Restate word for word the entries below, starting at the line with "middle mcp: (332, 168)" and ending at the line with "ring pip: (1047, 1096)". Keep both end lines and omit the pictures.

## Given entries
================================
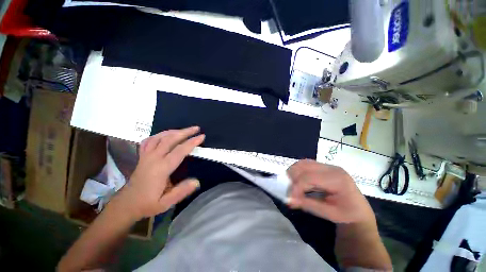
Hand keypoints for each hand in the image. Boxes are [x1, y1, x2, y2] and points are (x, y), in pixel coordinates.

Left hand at [113, 127, 204, 220]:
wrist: (127, 204)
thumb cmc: (147, 203)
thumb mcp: (165, 203)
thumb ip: (181, 192)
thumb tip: (197, 181)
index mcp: (161, 169)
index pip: (179, 151)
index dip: (192, 142)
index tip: (202, 137)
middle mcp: (153, 159)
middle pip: (170, 139)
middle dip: (185, 132)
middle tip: (196, 128)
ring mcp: (146, 156)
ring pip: (159, 137)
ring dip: (173, 131)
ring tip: (185, 130)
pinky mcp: (142, 156)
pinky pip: (149, 140)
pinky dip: (159, 135)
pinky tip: (166, 135)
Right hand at [287, 160, 374, 223]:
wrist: (359, 210)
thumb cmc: (347, 214)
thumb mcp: (329, 214)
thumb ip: (307, 205)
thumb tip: (289, 200)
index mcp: (338, 180)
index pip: (310, 177)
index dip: (297, 186)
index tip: (290, 197)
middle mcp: (332, 168)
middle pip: (304, 166)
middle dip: (293, 177)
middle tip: (290, 190)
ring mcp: (328, 165)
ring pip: (303, 163)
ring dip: (294, 173)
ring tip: (293, 185)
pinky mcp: (324, 166)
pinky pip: (306, 164)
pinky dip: (298, 171)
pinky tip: (298, 180)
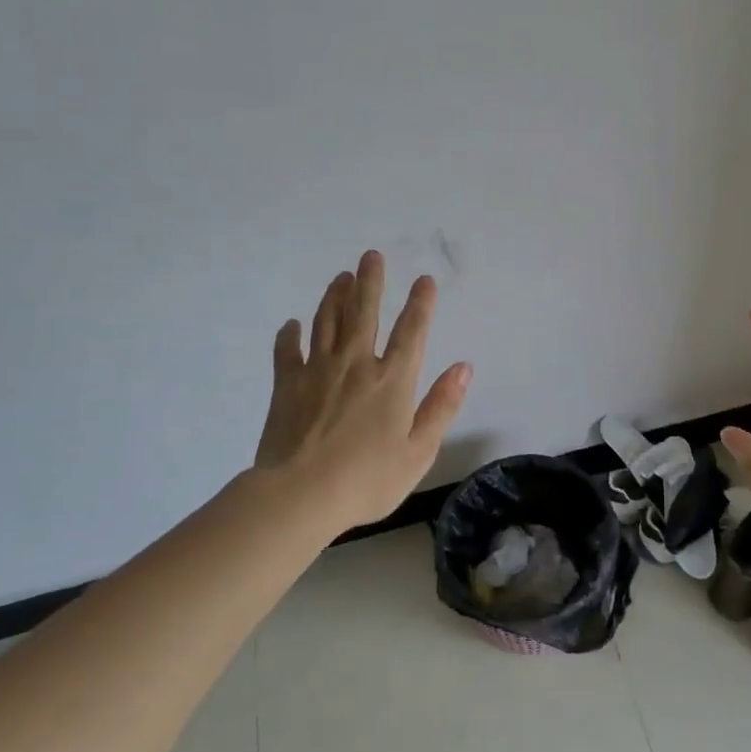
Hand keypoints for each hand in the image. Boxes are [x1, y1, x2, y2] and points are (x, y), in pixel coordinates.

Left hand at [253, 250, 471, 531]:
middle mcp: (357, 364)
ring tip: (341, 277)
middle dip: (370, 282)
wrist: (300, 495)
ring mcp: (318, 371)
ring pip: (327, 322)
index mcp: (393, 379)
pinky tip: (292, 324)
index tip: (424, 279)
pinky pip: (287, 351)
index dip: (420, 303)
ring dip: (335, 296)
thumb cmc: (368, 479)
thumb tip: (463, 367)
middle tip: (371, 256)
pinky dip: (290, 335)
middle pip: (364, 313)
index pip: (411, 331)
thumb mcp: (419, 450)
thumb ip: (441, 406)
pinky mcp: (286, 385)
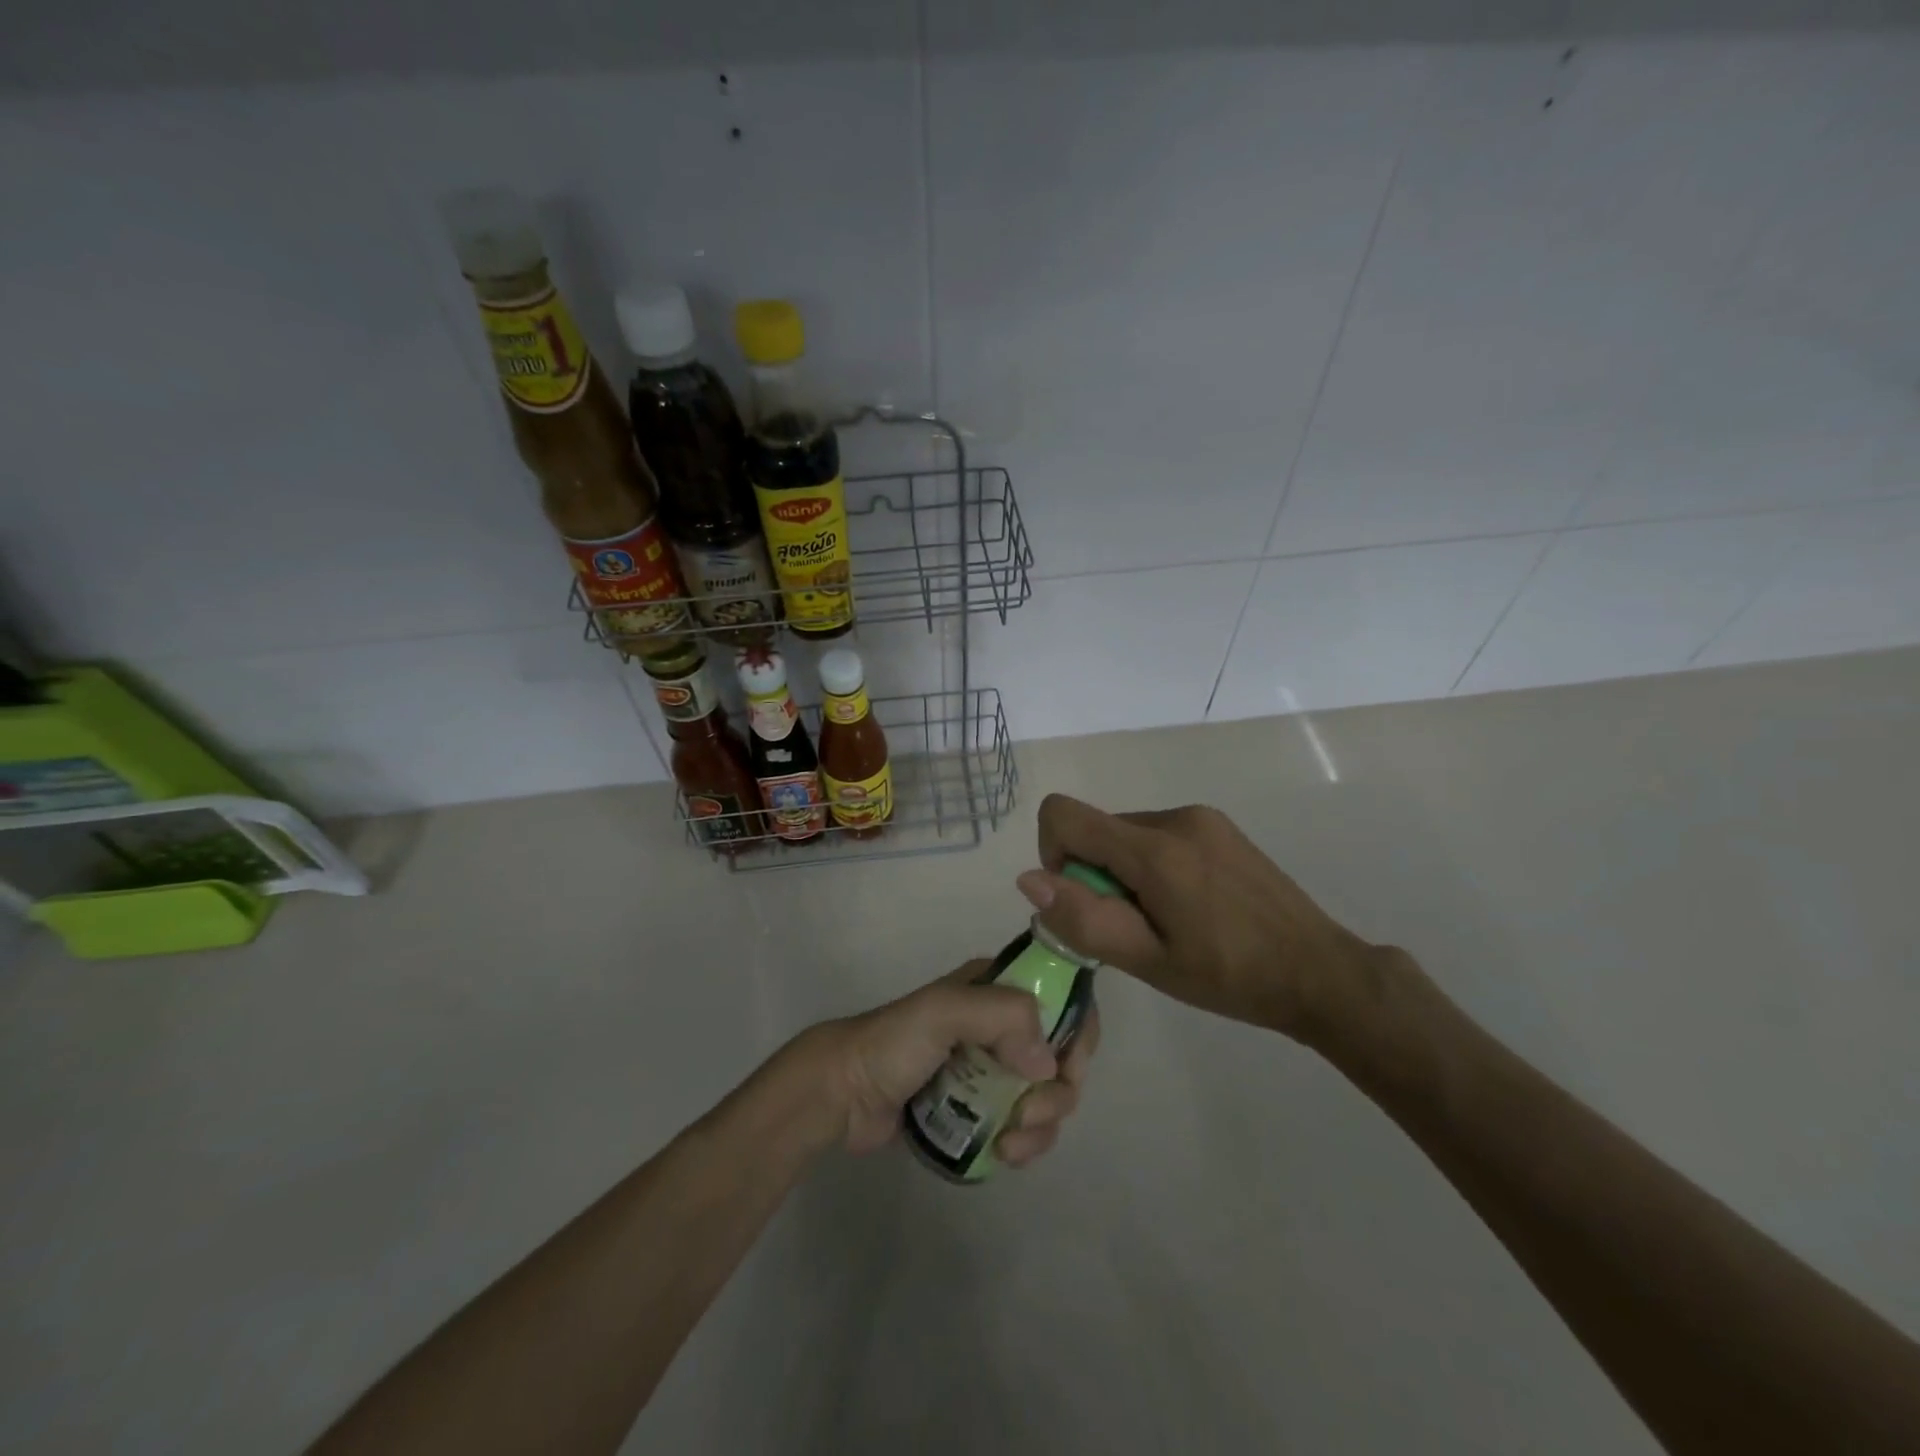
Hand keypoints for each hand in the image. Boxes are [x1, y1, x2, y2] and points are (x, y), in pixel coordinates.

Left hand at [802, 961, 1100, 1162]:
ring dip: (1043, 1125)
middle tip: (1029, 1113)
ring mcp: (993, 1069)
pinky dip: (1026, 1143)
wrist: (845, 1094)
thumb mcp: (945, 1011)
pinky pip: (1024, 1127)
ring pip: (1047, 1096)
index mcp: (997, 989)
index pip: (1063, 999)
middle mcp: (1002, 1025)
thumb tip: (1049, 1064)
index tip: (1070, 1068)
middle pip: (1062, 1056)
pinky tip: (1004, 1154)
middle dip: (1059, 1091)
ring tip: (1011, 1144)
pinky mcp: (981, 1109)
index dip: (1079, 1033)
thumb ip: (1002, 1017)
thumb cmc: (894, 1043)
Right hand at [1016, 793, 1381, 1042]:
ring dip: (1124, 872)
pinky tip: (1188, 907)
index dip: (1053, 856)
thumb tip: (1028, 880)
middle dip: (1094, 874)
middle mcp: (1175, 817)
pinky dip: (1151, 866)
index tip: (1083, 901)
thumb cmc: (1230, 977)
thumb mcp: (1149, 962)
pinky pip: (1157, 835)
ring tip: (1166, 921)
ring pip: (1126, 834)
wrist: (1320, 972)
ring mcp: (1201, 818)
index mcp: (1155, 849)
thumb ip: (1084, 919)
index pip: (1063, 814)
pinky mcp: (1218, 826)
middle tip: (1134, 928)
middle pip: (1096, 829)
================================
## Expected answer
middle mcp: (332, 168)
middle pip: (304, 166)
middle dip: (293, 177)
middle tip: (290, 190)
ring mcp: (328, 165)
ring pip: (303, 163)
ring dip: (294, 173)
ring tip: (293, 185)
pinky mcp: (324, 166)
pinky pip: (306, 164)
pinky dip: (298, 171)
pinky tip: (298, 180)
Hand keypoints for each hand in the image. Boxes are [x1, y1, x2, y2] and points are (x, y), in pixel coordinates.

Left hand at [253, 250, 471, 531]:
middle mcp: (357, 364)
ring tip: (341, 277)
middle dip: (370, 282)
wrist: (300, 495)
ring mcp: (318, 371)
ring pip: (327, 322)
index mcp: (393, 379)
pinky tip: (292, 324)
index tip: (424, 279)
pinky pip: (287, 351)
index dip: (420, 303)
ring dip: (335, 296)
thumb cmc: (368, 479)
thumb tip: (463, 367)
middle tip: (371, 256)
pinky dip: (290, 335)
middle pip: (364, 313)
index pip: (411, 331)
thumb mcp: (419, 450)
thumb ip: (441, 406)
pinky mcp: (286, 385)
Hand keypoints for each hand in the image. Boxes are [x1, y1, x2, y2] and points are (x, y), in pixel coordinates.

Left hand at [802, 961, 1100, 1162]:
ring dip: (1043, 1125)
middle tip: (1029, 1113)
ring mcp: (993, 1069)
pinky dip: (1026, 1143)
wrist: (845, 1094)
thumb mcp: (945, 1011)
pinky pip: (1024, 1127)
ring pip: (1047, 1096)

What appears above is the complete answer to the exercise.